Volvo Adds Unattended OTA Updates for Connected Trucks
Volvo Trucks North America says fleets will be able to run software updates while trucks are parked, overnight, or during driver breaks.

Updates can run while trucks are parked
Volvo Trucks North America is adding unattended over-the-air software updates for connected trucks, a change aimed at keeping vehicle software current without tying up a driver during the install.
The capability, expected later this year, lets a driver start an update, lock the truck, and leave while the process runs during a break, overnight, or while the vehicle is parked. Volvo said the feature builds on its remote programming service and its connected 24-volt platform in North America.
Uptime is the selling point
Volvo framed the move as an uptime tool, not just a convenience feature. The company said more than 80% of connected Volvo trucks are already operating on the latest software, and that over-the-air updates have contributed to a 24% reduction in unplanned stops.

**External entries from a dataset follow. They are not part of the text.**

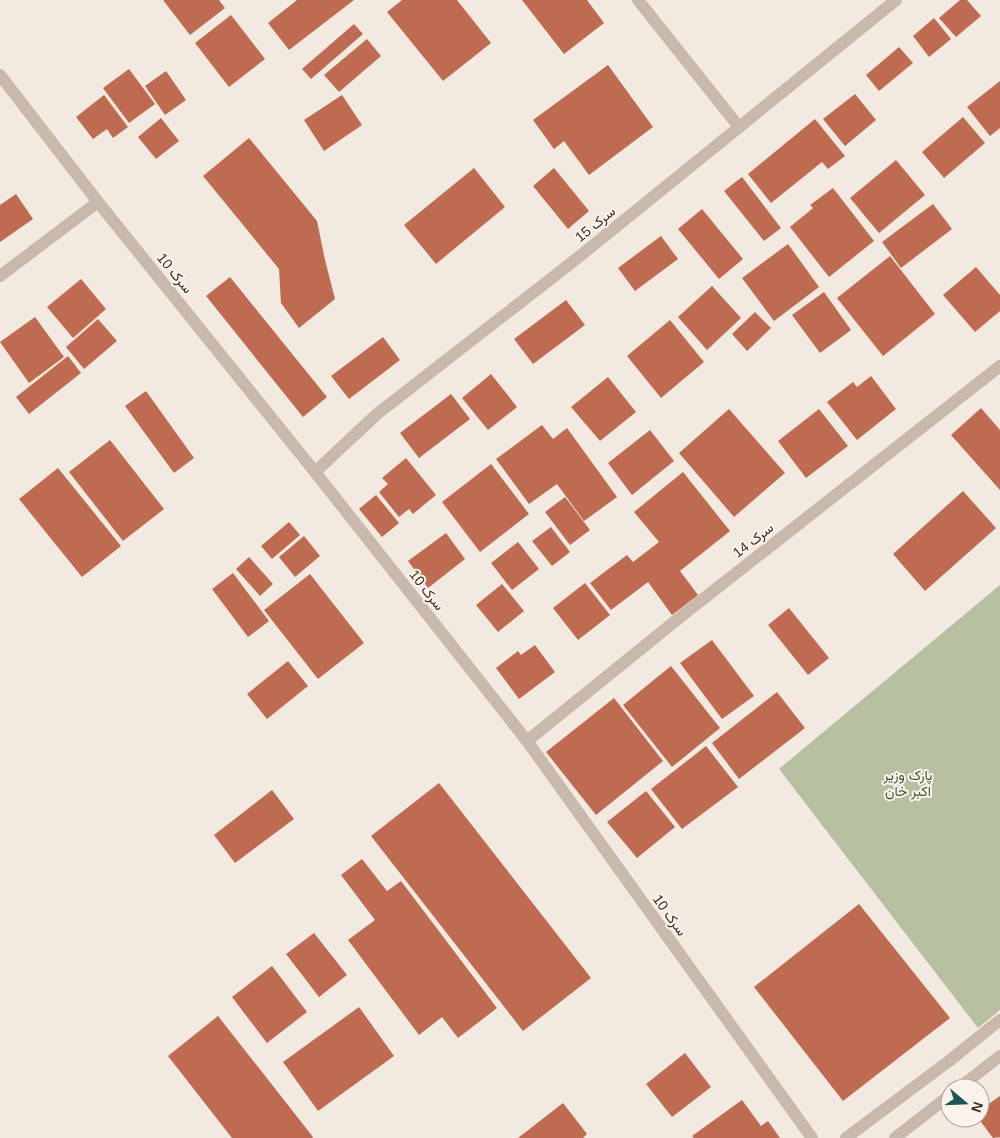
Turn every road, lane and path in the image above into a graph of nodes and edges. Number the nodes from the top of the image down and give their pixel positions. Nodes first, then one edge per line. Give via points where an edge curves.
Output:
1 (638, 0) edge
2 (896, 0) edge
3 (0, 75) edge
4 (739, 127) junction
5 (98, 202) junction
6 (0, 276) edge
7 (1000, 366) edge
8 (315, 472) junction
9 (527, 741) junction
10 (1000, 1020) edge
11 (1000, 1056) edge
12 (972, 1078) edge
13 (940, 1103) edge
14 (812, 1138) edge
15 (846, 1138) edge
16 (895, 1138) edge

1 - 4 street
2 - 4 street, سرک 15
3 - 5 street, سرک 10
4 - 8 street, سرک 15 via 377,414
5 - 6 street
5 - 8 street, سرک 10
7 - 9 street, سرک 14
8 - 9 street, سرک 10
9 - 14 street, سرک 10
10 - 15 street
11 - 12 street
13 - 16 street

The update pipeline now reaches meaningful scale. Volvo said it completed more than 18,000 over-the-air updates in May and can dispatch as many as 10,000 updates per day across its connected fleet.
What it means for fleets
For heavy-duty operations, software updates increasingly touch engine performance, transmission behavior, battery management, diagnostics, and uptime planning. The value for fleets is simple: fewer shop visits for software work, more flexibility around driver schedules, and less risk that a truck misses an update because it cannot be taken out of service at the right time.